[RECORDS PROVIDED — start]
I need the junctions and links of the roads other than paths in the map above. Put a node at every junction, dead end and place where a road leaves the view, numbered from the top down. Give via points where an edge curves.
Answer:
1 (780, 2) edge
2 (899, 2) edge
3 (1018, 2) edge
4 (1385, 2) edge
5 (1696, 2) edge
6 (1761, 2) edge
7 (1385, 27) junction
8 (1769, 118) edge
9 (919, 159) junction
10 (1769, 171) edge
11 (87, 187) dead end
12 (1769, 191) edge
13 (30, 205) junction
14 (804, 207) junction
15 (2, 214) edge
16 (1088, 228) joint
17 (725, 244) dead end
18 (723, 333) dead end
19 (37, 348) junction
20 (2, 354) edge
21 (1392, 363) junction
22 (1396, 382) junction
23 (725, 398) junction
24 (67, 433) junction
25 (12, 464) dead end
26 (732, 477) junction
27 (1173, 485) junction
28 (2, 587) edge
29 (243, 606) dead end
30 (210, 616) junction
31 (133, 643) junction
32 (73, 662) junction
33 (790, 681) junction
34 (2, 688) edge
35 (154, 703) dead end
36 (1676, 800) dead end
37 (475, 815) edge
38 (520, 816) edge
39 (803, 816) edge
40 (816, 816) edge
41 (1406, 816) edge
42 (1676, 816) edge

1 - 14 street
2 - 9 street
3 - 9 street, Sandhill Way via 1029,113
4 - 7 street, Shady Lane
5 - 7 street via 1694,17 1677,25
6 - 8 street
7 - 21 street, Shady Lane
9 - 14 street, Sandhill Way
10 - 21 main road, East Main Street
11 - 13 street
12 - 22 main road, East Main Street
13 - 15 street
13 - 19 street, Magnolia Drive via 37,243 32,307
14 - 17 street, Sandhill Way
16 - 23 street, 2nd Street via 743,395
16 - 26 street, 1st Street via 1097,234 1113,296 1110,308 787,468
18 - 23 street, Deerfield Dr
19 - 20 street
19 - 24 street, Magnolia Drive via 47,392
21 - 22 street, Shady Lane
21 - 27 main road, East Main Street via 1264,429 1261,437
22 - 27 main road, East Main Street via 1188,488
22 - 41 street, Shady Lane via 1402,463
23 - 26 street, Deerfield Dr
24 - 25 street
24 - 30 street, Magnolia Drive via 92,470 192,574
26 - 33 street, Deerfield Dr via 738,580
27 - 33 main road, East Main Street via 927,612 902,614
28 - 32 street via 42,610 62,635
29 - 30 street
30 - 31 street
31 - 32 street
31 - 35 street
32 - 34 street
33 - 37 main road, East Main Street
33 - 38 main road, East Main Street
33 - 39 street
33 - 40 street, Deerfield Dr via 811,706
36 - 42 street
[RECORDS PROVIDED — finish]
ACTION ITEM:
Each line of the data must come back exactly as written.

RESULT FOR THIS EXERCISE:
I need the junctions and links of the roads other than paths in the map above. Put a node at every junction, dead end and place where a road leaves the view, numbered from the top down. Give via points where an edge curves.
Answer:
1 (780, 2) edge
2 (899, 2) edge
3 (1018, 2) edge
4 (1385, 2) edge
5 (1696, 2) edge
6 (1761, 2) edge
7 (1385, 27) junction
8 (1769, 118) edge
9 (919, 159) junction
10 (1769, 171) edge
11 (87, 187) dead end
12 (1769, 191) edge
13 (30, 205) junction
14 (804, 207) junction
15 (2, 214) edge
16 (1088, 228) joint
17 (725, 244) dead end
18 (723, 333) dead end
19 (37, 348) junction
20 (2, 354) edge
21 (1392, 363) junction
22 (1396, 382) junction
23 (725, 398) junction
24 (67, 433) junction
25 (12, 464) dead end
26 (732, 477) junction
27 (1173, 485) junction
28 (2, 587) edge
29 (243, 606) dead end
30 (210, 616) junction
31 (133, 643) junction
32 (73, 662) junction
33 (790, 681) junction
34 (2, 688) edge
35 (154, 703) dead end
36 (1676, 800) dead end
37 (475, 815) edge
38 (520, 816) edge
39 (803, 816) edge
40 (816, 816) edge
41 (1406, 816) edge
42 (1676, 816) edge

1 - 14 street
2 - 9 street
3 - 9 street, Sandhill Way via 1029,113
4 - 7 street, Shady Lane
5 - 7 street via 1694,17 1677,25
6 - 8 street
7 - 21 street, Shady Lane
9 - 14 street, Sandhill Way
10 - 21 main road, East Main Street
11 - 13 street
12 - 22 main road, East Main Street
13 - 15 street
13 - 19 street, Magnolia Drive via 37,243 32,307
14 - 17 street, Sandhill Way
16 - 23 street, 2nd Street via 743,395
16 - 26 street, 1st Street via 1097,234 1113,296 1110,308 787,468
18 - 23 street, Deerfield Dr
19 - 20 street
19 - 24 street, Magnolia Drive via 47,392
21 - 22 street, Shady Lane
21 - 27 main road, East Main Street via 1264,429 1261,437
22 - 27 main road, East Main Street via 1188,488
22 - 41 street, Shady Lane via 1402,463
23 - 26 street, Deerfield Dr
24 - 25 street
24 - 30 street, Magnolia Drive via 92,470 192,574
26 - 33 street, Deerfield Dr via 738,580
27 - 33 main road, East Main Street via 927,612 902,614
28 - 32 street via 42,610 62,635
29 - 30 street
30 - 31 street
31 - 32 street
31 - 35 street
32 - 34 street
33 - 37 main road, East Main Street
33 - 38 main road, East Main Street
33 - 39 street
33 - 40 street, Deerfield Dr via 811,706
36 - 42 street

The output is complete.